Task inputs section start

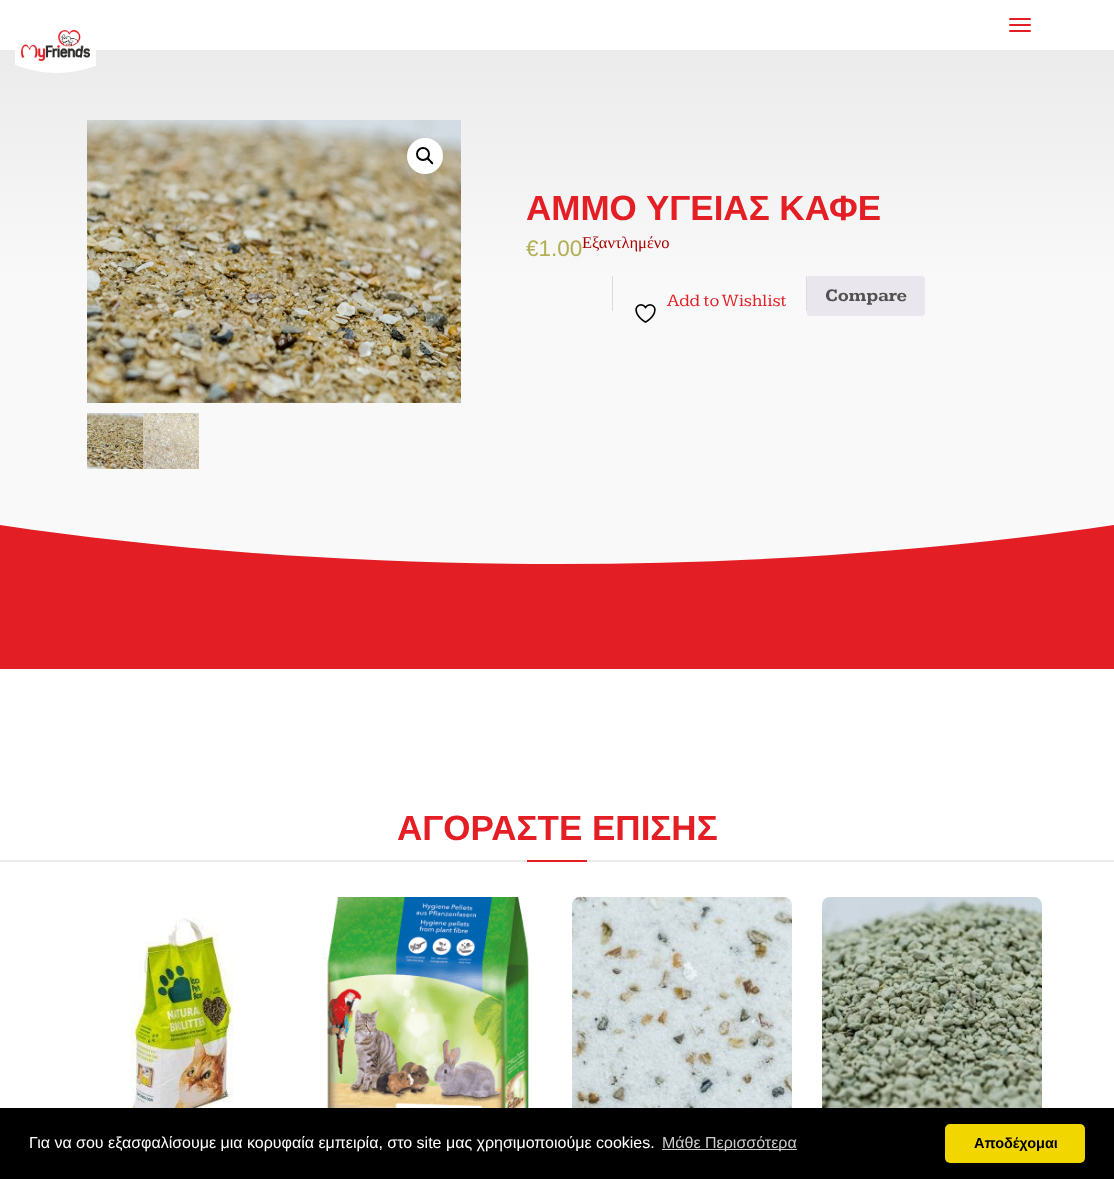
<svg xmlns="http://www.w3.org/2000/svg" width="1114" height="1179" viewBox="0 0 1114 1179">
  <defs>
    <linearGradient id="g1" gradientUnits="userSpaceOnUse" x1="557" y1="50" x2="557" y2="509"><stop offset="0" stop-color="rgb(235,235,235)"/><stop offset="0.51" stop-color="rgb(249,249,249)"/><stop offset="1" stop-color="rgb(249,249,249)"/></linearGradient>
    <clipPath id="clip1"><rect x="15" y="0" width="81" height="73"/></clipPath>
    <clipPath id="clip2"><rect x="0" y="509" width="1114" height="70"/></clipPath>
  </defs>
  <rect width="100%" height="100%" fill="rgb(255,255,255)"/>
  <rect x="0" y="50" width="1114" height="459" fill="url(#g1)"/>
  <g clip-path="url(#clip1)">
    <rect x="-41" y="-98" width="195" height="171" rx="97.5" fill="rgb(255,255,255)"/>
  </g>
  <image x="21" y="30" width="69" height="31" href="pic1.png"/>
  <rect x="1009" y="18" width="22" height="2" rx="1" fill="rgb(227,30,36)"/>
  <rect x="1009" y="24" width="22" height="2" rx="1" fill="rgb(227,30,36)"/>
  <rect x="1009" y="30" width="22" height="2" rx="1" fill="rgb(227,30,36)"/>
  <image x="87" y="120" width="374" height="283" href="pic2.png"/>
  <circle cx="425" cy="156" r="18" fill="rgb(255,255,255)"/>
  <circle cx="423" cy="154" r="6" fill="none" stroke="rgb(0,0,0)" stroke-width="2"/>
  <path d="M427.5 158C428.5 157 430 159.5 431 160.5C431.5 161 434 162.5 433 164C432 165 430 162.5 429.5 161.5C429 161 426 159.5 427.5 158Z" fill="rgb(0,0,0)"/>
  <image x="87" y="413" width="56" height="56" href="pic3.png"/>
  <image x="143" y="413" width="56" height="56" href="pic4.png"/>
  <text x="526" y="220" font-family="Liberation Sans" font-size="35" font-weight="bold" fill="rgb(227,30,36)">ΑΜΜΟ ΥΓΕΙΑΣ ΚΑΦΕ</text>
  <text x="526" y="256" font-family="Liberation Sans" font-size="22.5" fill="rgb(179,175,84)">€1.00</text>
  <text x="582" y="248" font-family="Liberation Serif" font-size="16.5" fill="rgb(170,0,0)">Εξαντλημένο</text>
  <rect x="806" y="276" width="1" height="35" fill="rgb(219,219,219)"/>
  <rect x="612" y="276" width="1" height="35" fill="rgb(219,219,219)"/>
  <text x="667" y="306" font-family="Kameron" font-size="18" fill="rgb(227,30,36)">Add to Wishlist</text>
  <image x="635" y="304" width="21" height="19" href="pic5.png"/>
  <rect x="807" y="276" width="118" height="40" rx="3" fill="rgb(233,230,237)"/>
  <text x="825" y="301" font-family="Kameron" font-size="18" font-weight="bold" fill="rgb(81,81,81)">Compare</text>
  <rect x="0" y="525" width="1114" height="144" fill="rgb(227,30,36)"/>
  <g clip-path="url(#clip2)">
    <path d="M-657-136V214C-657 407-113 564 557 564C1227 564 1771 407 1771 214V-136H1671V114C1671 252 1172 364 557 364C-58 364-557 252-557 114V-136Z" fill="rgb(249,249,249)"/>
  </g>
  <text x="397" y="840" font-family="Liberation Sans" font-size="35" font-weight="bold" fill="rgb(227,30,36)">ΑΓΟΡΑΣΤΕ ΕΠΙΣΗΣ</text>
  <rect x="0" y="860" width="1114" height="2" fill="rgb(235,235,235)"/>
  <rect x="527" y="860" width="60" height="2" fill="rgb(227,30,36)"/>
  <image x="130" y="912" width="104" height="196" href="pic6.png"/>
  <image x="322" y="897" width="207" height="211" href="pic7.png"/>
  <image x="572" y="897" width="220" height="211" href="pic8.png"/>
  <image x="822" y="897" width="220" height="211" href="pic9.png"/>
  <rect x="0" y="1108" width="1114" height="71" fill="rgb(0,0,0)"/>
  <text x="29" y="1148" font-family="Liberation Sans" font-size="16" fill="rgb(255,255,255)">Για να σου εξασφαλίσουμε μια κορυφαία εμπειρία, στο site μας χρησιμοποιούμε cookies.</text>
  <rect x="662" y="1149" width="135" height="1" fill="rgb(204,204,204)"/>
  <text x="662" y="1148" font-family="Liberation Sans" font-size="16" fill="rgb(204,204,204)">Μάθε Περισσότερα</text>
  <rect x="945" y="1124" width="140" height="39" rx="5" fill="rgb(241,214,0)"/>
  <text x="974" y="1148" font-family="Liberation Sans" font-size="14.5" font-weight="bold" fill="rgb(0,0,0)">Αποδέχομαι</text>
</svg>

Task inputs section end

Problem requirements:
Your reply should be only the count of lines in the entries above that contain the word "image".

Answer for this exercise:
9